*PROVIDED MATERIAL*.
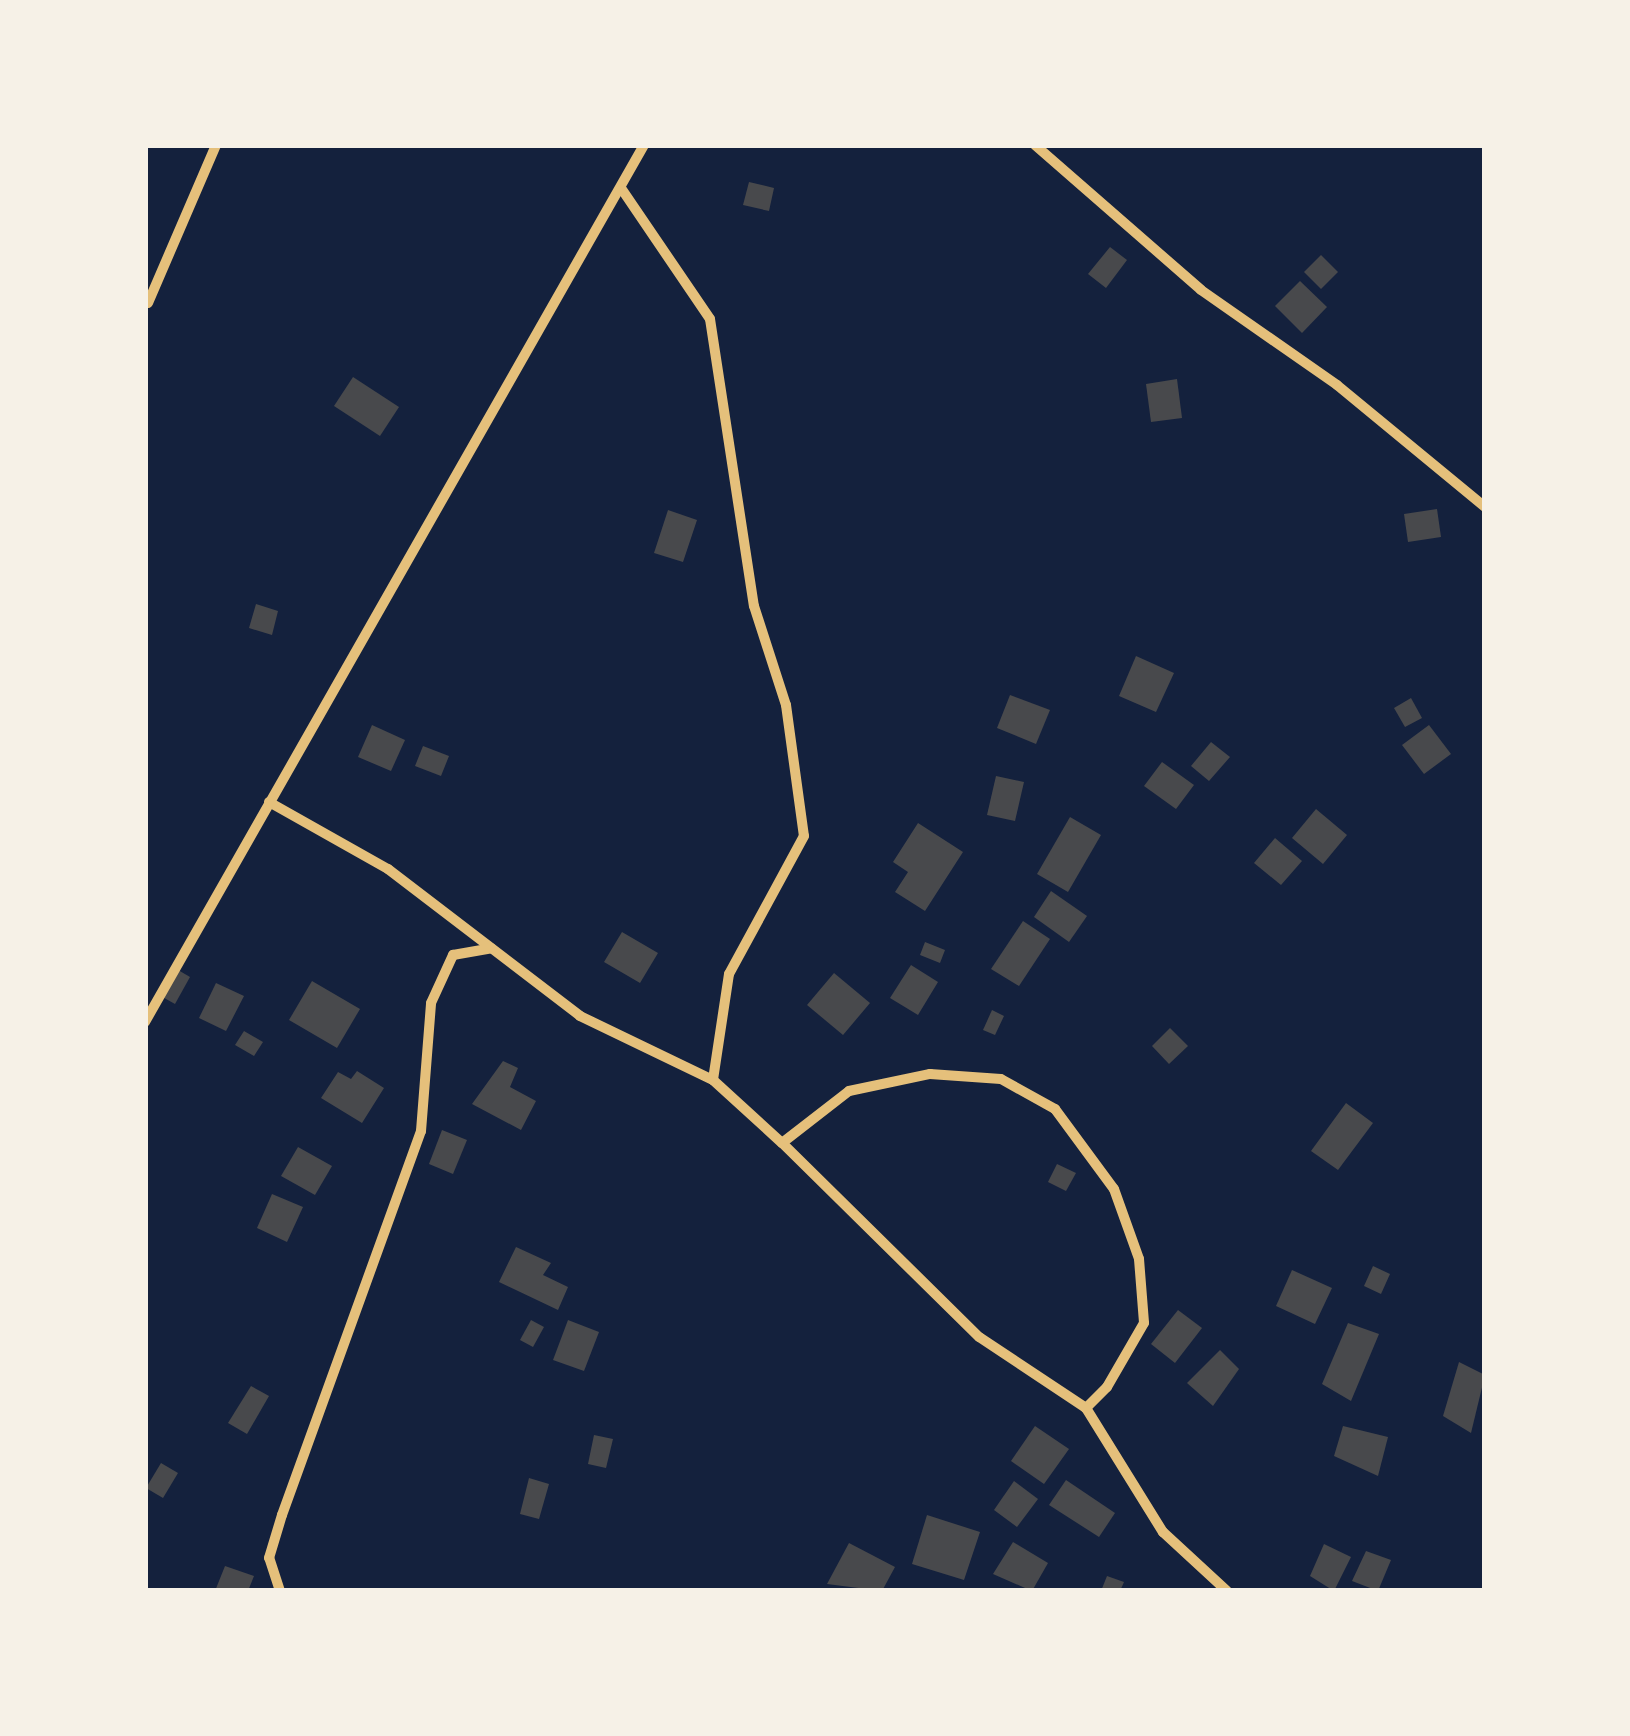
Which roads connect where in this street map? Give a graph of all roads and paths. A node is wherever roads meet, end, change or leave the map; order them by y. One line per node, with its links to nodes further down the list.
1 (216, 145): 5 (street)
2 (644, 145): 4 (street)
3 (1034, 145): 6 (street)
4 (621, 188): 7 (street); 10 (street)
5 (148, 302)
6 (1485, 508)
7 (269, 802): 8 (street); 9 (street)
8 (491, 948): 10 (street); 13 (street)
9 (145, 1022)
10 (713, 1080): 11 (street)
11 (782, 1144): 12 (street); 12 (street)
12 (1086, 1408): 14 (street)
13 (280, 1591)
14 (1227, 1591)

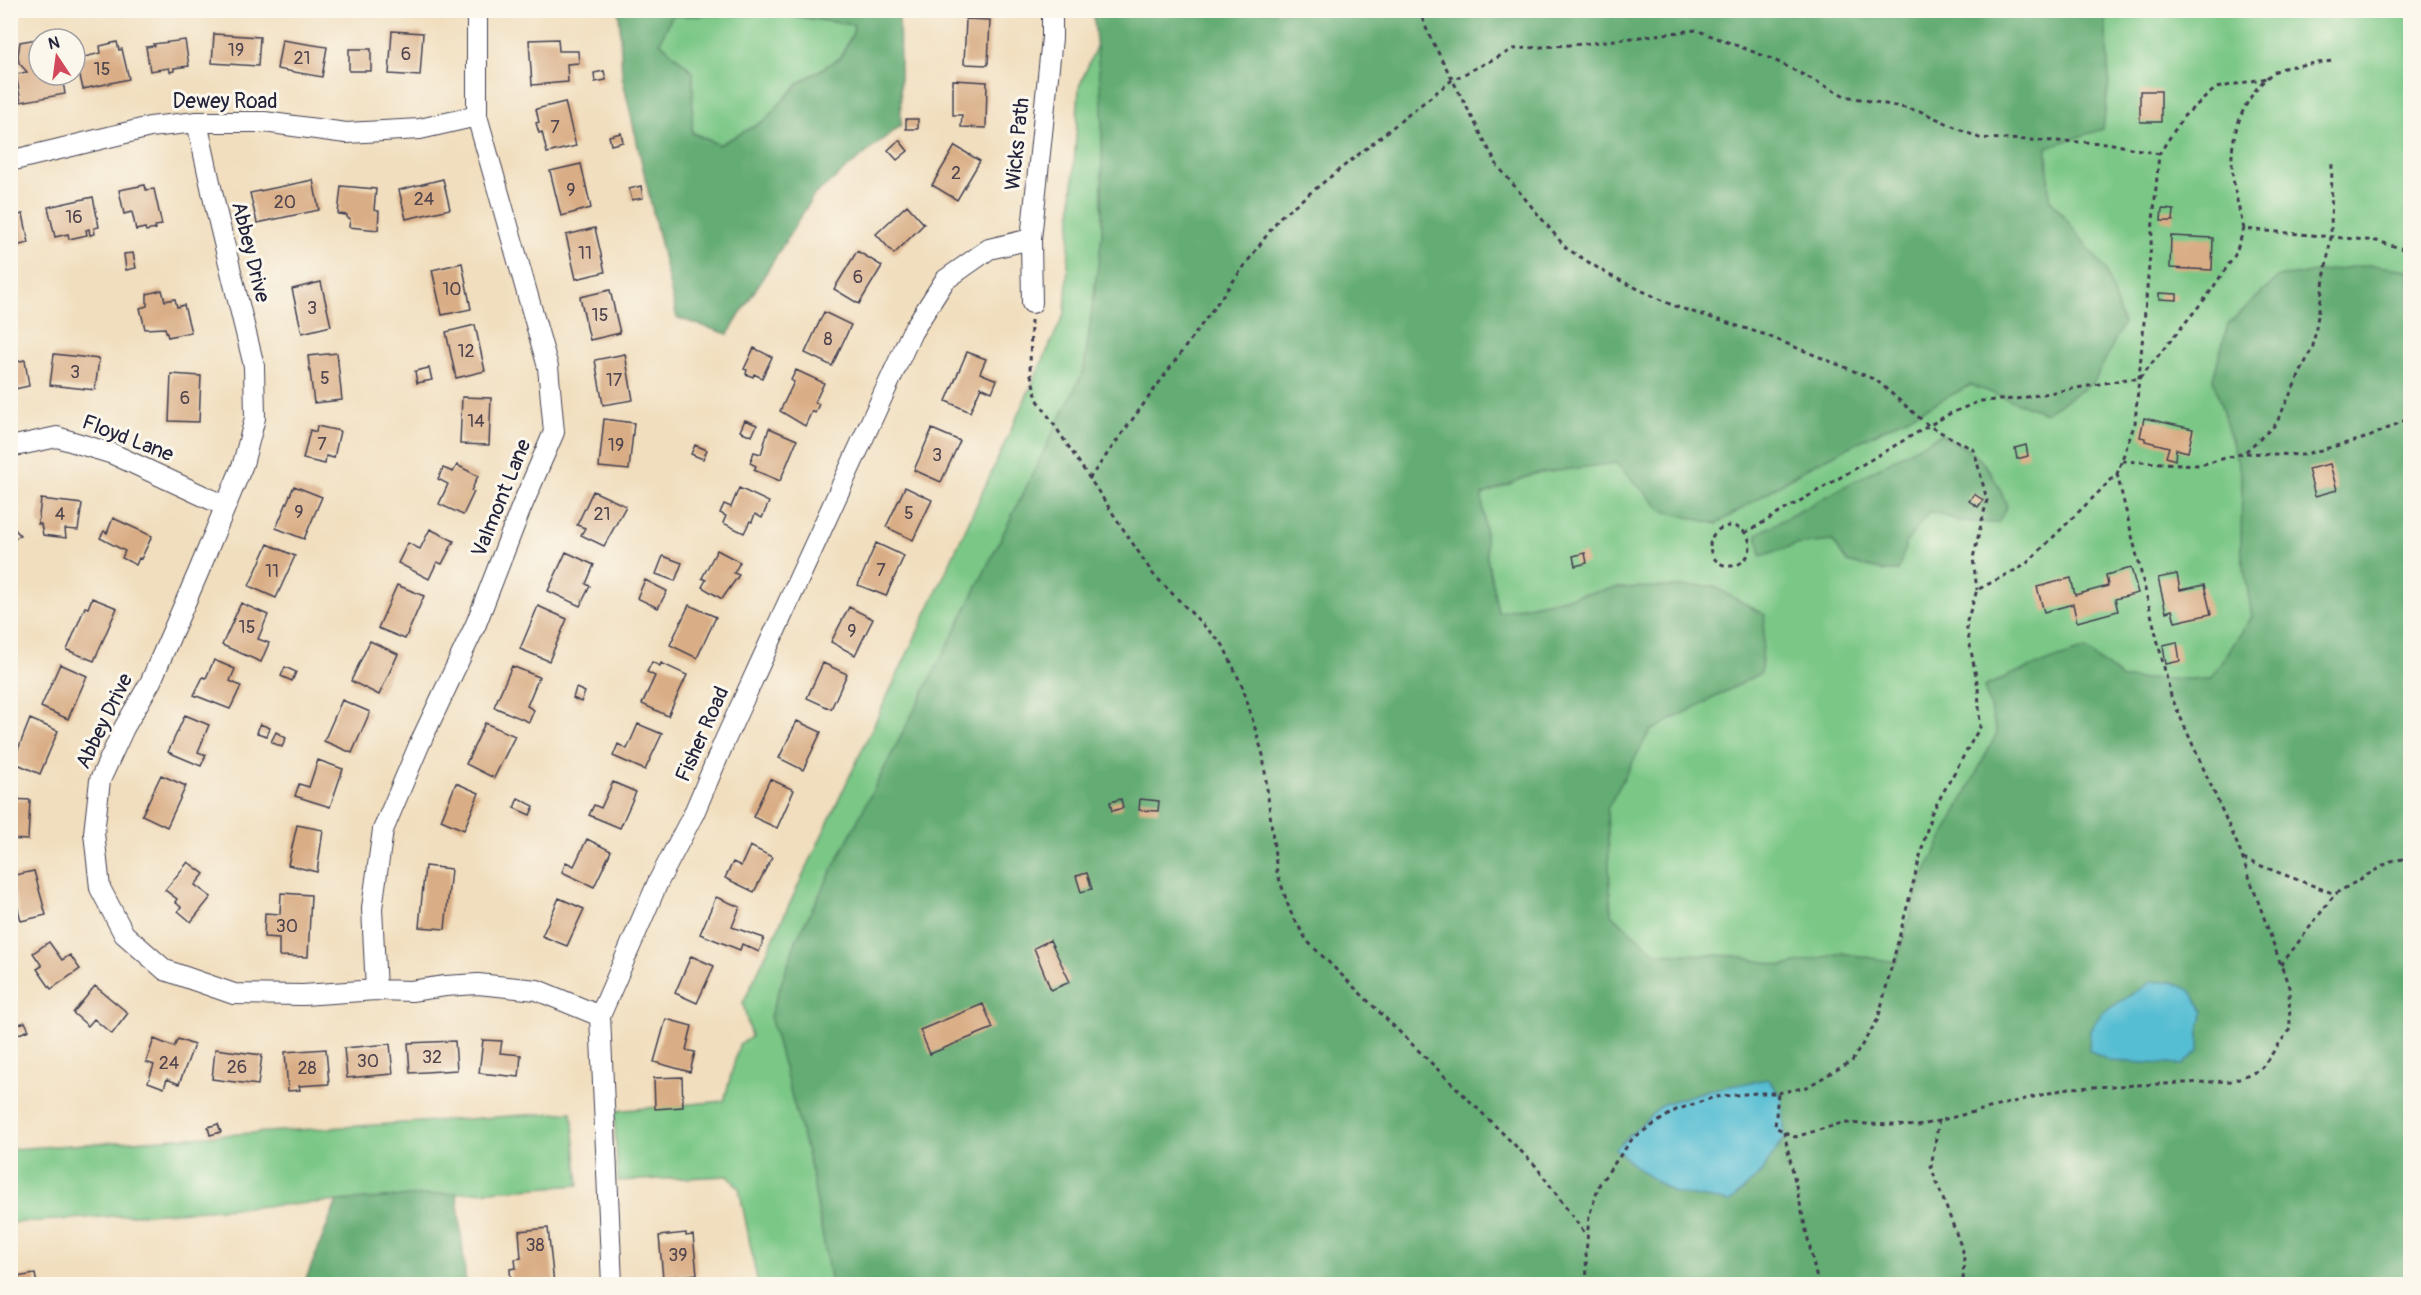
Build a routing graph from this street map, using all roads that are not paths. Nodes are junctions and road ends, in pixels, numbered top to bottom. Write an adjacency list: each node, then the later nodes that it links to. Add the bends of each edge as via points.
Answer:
1 (477, 10): 3 (street, Valmont Lane)
2 (1052, 10): 6 (street, Wicks Path)
3 (477, 116): 4 (street, Dewey Road, via 420,129 346,133 264,122); 10 (street, Valmont Lane, via 548,367 554,432 476,624 383,830 372,908)
4 (197, 122): 5 (street, Dewey Road, via 150,127); 9 (street, Abbey Drive, via 254,366 255,418 243,464)
5 (10, 161)
6 (1031, 239): 7 (street, Wicks Path); 11 (street, Fisher Road, via 989,249 945,280 912,332)
7 (1032, 303)
8 (10, 447): 9 (street, Floyd Lane, via 57,437 113,454)
9 (225, 506): 10 (street, Abbey Drive, via 151,681 100,780 94,833 100,888 124,934 165,970 234,994)
10 (376, 990): 11 (street, Abbey Drive, via 411,992 478,984 537,990)
11 (600, 1016): 12 (street, Fisher Road)
12 (612, 1284)

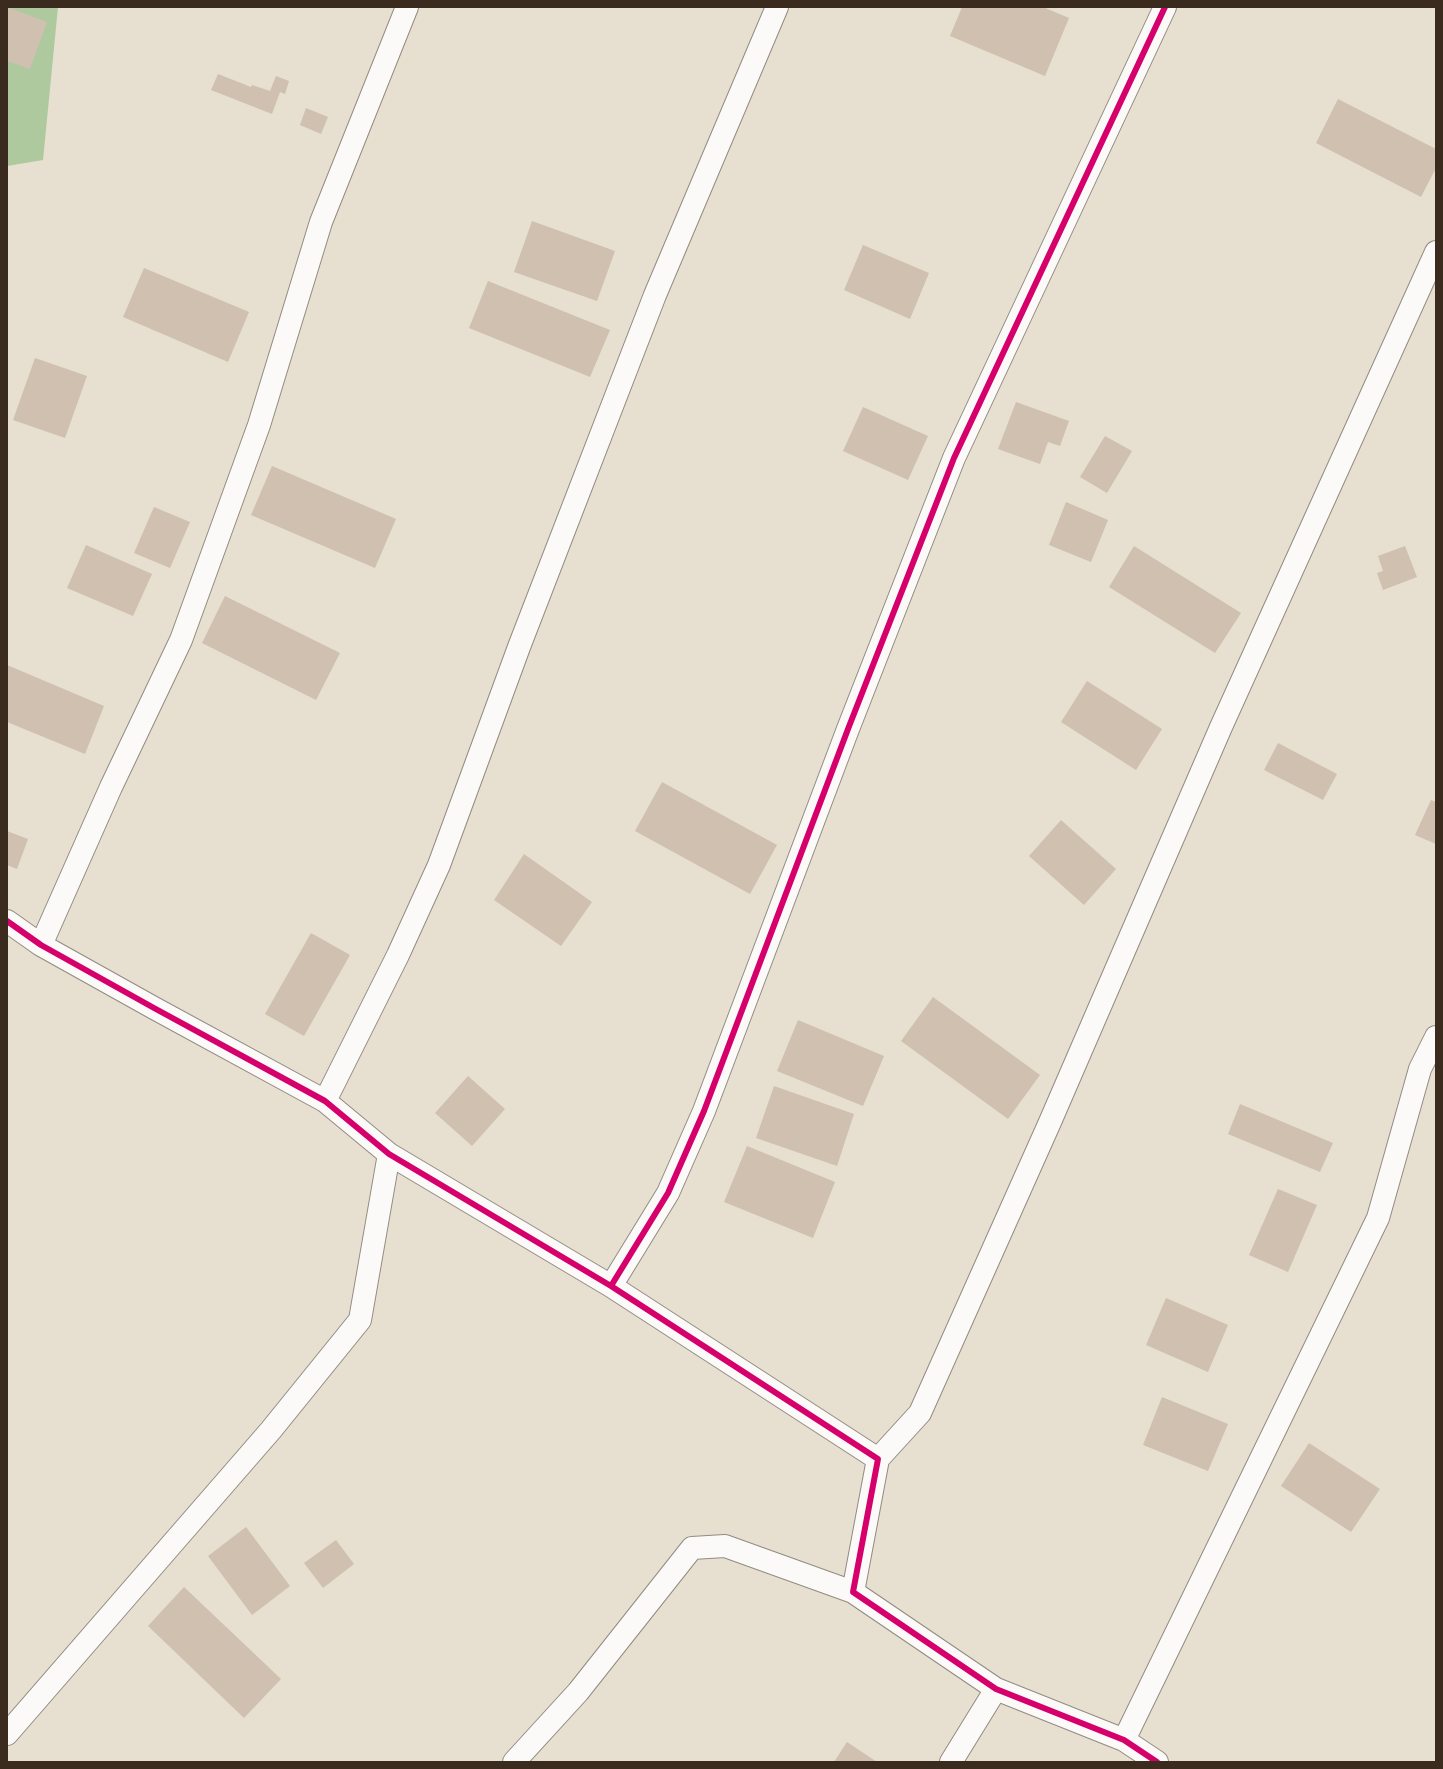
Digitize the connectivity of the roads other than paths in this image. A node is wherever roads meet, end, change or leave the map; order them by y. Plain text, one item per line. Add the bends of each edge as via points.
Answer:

*ABOUT THIS TASK*.
All records above should be duplicated exactly, with the pictures omitted.

*SOLUTION TO THIS EXERCISE*.
Which roads connect where in this street map? Give a graph of all roads and paths. A node is wherever roads meet, end, change or leave the map; order them by y. One line per node, with its links to nodes further down the list.
1 (216, 145): 5 (street)
2 (644, 145): 4 (street)
3 (1034, 145): 6 (street)
4 (621, 188): 7 (street); 10 (street)
5 (148, 302)
6 (1485, 508)
7 (269, 802): 8 (street); 9 (street)
8 (491, 948): 10 (street); 13 (street)
9 (145, 1022)
10 (713, 1080): 11 (street)
11 (782, 1144): 12 (street); 12 (street)
12 (1086, 1408): 14 (street)
13 (280, 1591)
14 (1227, 1591)

Build a routing graph from this street map, using all roads that are not paths. Nodes are junctions and road ends, in pixels, numbered top to bottom. Write an adjacency list: each node, then the later nodes that it links to. Add the bends of each edge as via points.
Answer:
1 (477, 10): 3 (street, Valmont Lane)
2 (1052, 10): 6 (street, Wicks Path)
3 (477, 116): 4 (street, Dewey Road, via 420,129 346,133 264,122); 10 (street, Valmont Lane, via 548,367 554,432 476,624 383,830 372,908)
4 (197, 122): 5 (street, Dewey Road, via 150,127); 9 (street, Abbey Drive, via 254,366 255,418 243,464)
5 (10, 161)
6 (1031, 239): 7 (street, Wicks Path); 11 (street, Fisher Road, via 989,249 945,280 912,332)
7 (1032, 303)
8 (10, 447): 9 (street, Floyd Lane, via 57,437 113,454)
9 (225, 506): 10 (street, Abbey Drive, via 151,681 100,780 94,833 100,888 124,934 165,970 234,994)
10 (376, 990): 11 (street, Abbey Drive, via 411,992 478,984 537,990)
11 (600, 1016): 12 (street, Fisher Road)
12 (612, 1284)

Digitize the connectivity of the roads other than paths in this image. A node is wherever roads meet, end, change or leave the map; order them by y. Plain text, one item per line. Add the bends of each edge as via points.
Answer:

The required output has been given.